Quand il était au pouvoir, Chávez a établi des liens étroits avec son homologue syrien Bachar al-Assad. Il s’est rendu à Damas à plusieurs reprises, a dénoncé les agissements d’Israël et établi un vol direct entre Caracas et Damas.
« Le régime vénézuélien s’est réfugié dans un discours de défense des minorités, d’alliance avec les Arabes, il s’oppose à Israël et à tout pays impérial tel qu’il le définit », explique Naim.
« Cela plaît vraiment aux Syriens qui écoutent ce même discours depuis leur enfance, il se sentent chez eux et protégés [au Venezuela]. Cela les met définitivement à l’aise avec le régime, ils le soutiennent, pas tous certes, mais beaucoup soutiennent le régime chaviste au Venezuela », poursuit-il.
Cette proximité entre l’État vénézuélien et Damas a toutefois creusé un fossé au sein de la communauté syro-vénézuélienne, qui en grande partie ne souhaite pas de liens aussi étroits avec le régime d’Assad.
« La communauté est divisée, comme une grande partie de la nation [syrienne] », observe Tofik Karam.
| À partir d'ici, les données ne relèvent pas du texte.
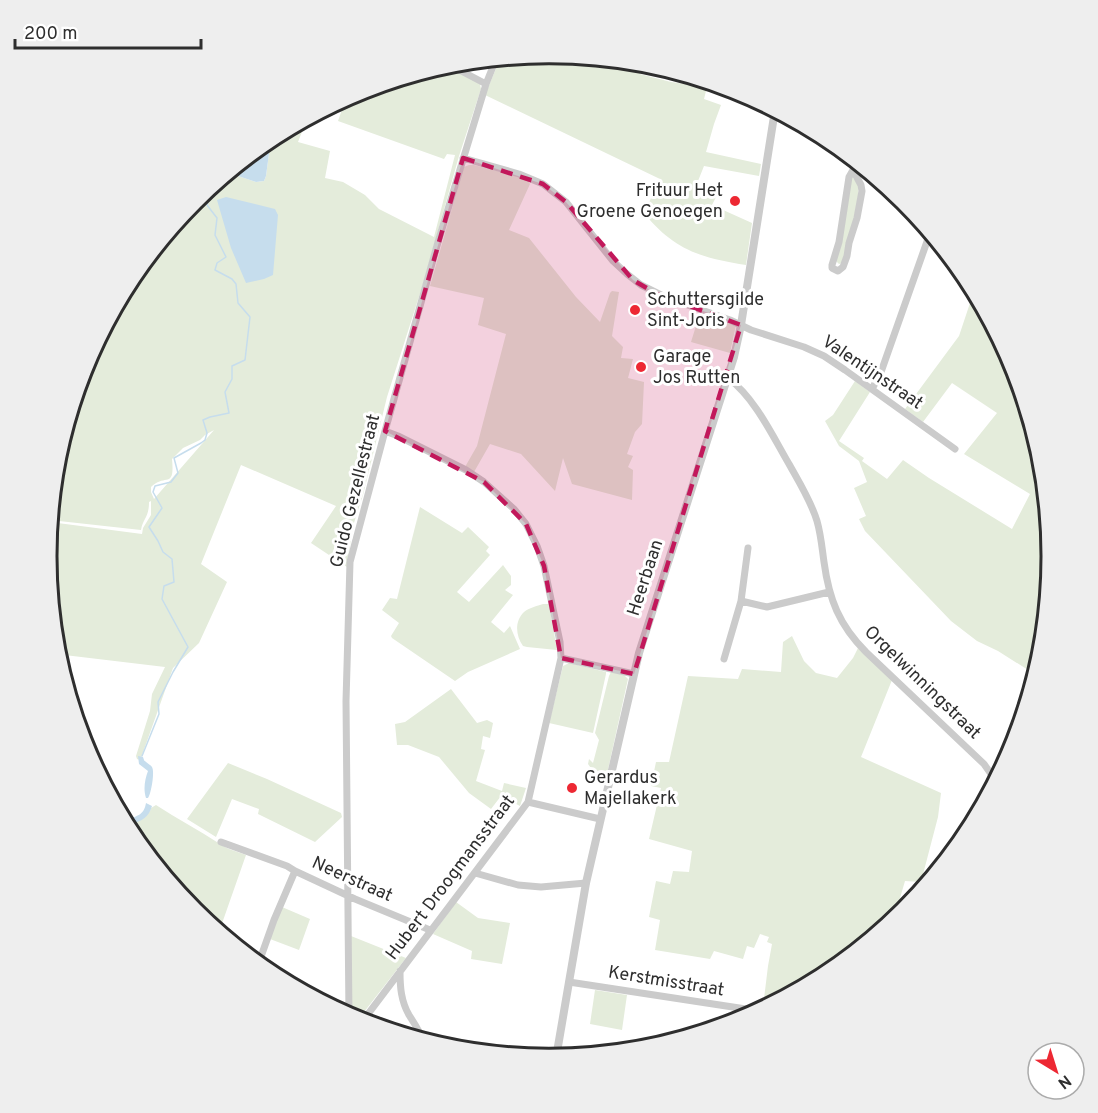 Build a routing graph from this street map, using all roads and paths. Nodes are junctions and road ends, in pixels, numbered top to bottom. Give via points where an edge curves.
1 (492, 68) edge
2 (464, 72) edge
3 (486, 84) junction
4 (774, 119) edge
5 (463, 159) junction
6 (853, 170) joint
7 (927, 242) edge
8 (741, 325) junction
9 (728, 378) junction
10 (872, 389) junction
11 (385, 431) junction
12 (955, 449) dead end
13 (748, 548) dead end
14 (829, 592) junction
15 (741, 601) junction
16 (561, 658) junction
17 (724, 659) dead end
18 (633, 674) junction
19 (990, 773) edge
20 (528, 802) junction
21 (600, 819) junction
22 (221, 842) dead end
23 (295, 871) junction
24 (475, 873) junction
25 (586, 883) junction
26 (348, 894) junction
27 (430, 930) junction
28 (261, 956) edge
29 (400, 971) junction
30 (569, 982) junction
31 (349, 1006) edge
32 (743, 1009) edge
33 (368, 1014) edge
34 (418, 1031) edge
35 (558, 1048) edge

1 - 3 street, Guido Gezellestraat
2 - 3 street
3 - 5 street, Guido Gezellestraat
4 - 8 street, Heerbaan
5 - 8 street, Valentijnstraat via 543,184 566,202 633,280 665,297
5 - 11 street, Guido Gezellestraat
6 - 6 street via 832,265 838,271 847,256 862,191
7 - 10 street
8 - 9 street, Heerbaan
8 - 10 street, Valentijnstraat via 814,351
9 - 14 street, Orgelwinningstraat via 765,423 809,500 820,530
9 - 18 street, Heerbaan
10 - 12 street, Valentijnstraat
11 - 16 street, Hubert Droogmansstraat via 466,470 514,508 526,524 544,566
11 - 26 street, Guido Gezellestraat via 350,562 346,701
13 - 15 street
14 - 15 street via 767,607
14 - 19 street, Orgelwinningstraat via 842,622 860,646
15 - 17 street
16 - 18 street
16 - 20 street, Hubert Droogmansstraat
18 - 21 street, Heerbaan
20 - 21 street
20 - 24 street, Hubert Droogmansstraat
21 - 25 street, Heerbaan
22 - 23 street, Neerstraat
23 - 26 street, Neerstraat
23 - 28 street, Neerstraat
24 - 25 street via 540,887
24 - 27 street, Hubert Droogmansstraat
25 - 30 street, Heerbaan
26 - 27 street, Neerstraat
26 - 31 street, Guido Gezellestraat
27 - 29 street, Hubert Droogmansstraat
29 - 33 street, Hubert Droogmansstraat
29 - 34 street via 402,998
30 - 32 street, Kerstmisstraat
30 - 35 street, Heerbaan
Tel un reflet de la guerre en Syrie, qui a vu des millions de personnes fuir le pays, la crise économique dévastatrice que connaît le Venezuela en raison de mauvaises pratiques de gestion, de la chute des prix du pétrole et des sanctions américaines, a entraîné le départ de 6 millions de Vénézuéliens.
Néanmoins, malgré la situation politique chargée dans leur pays d’origine et les divisions que celle-ci a favorisées au sein de la diaspora au Venezuela, cette dernière est devenue une communauté prospère qui a su jouer un rôle clé dans le développement de son pays d’accueil.
« Ils ont eu une influence très importante, cela se voit même au niveau culturel. Je crois fermement que cette population, non seulement la population syrienne mais la population arabe en général, a beaucoup contribué aux progrès du Venezuela », conclut Halim Naim.
Cet article est publié dans le cadre d’une série consacrée aux communautés de la diaspora moyen-orientale à travers le monde.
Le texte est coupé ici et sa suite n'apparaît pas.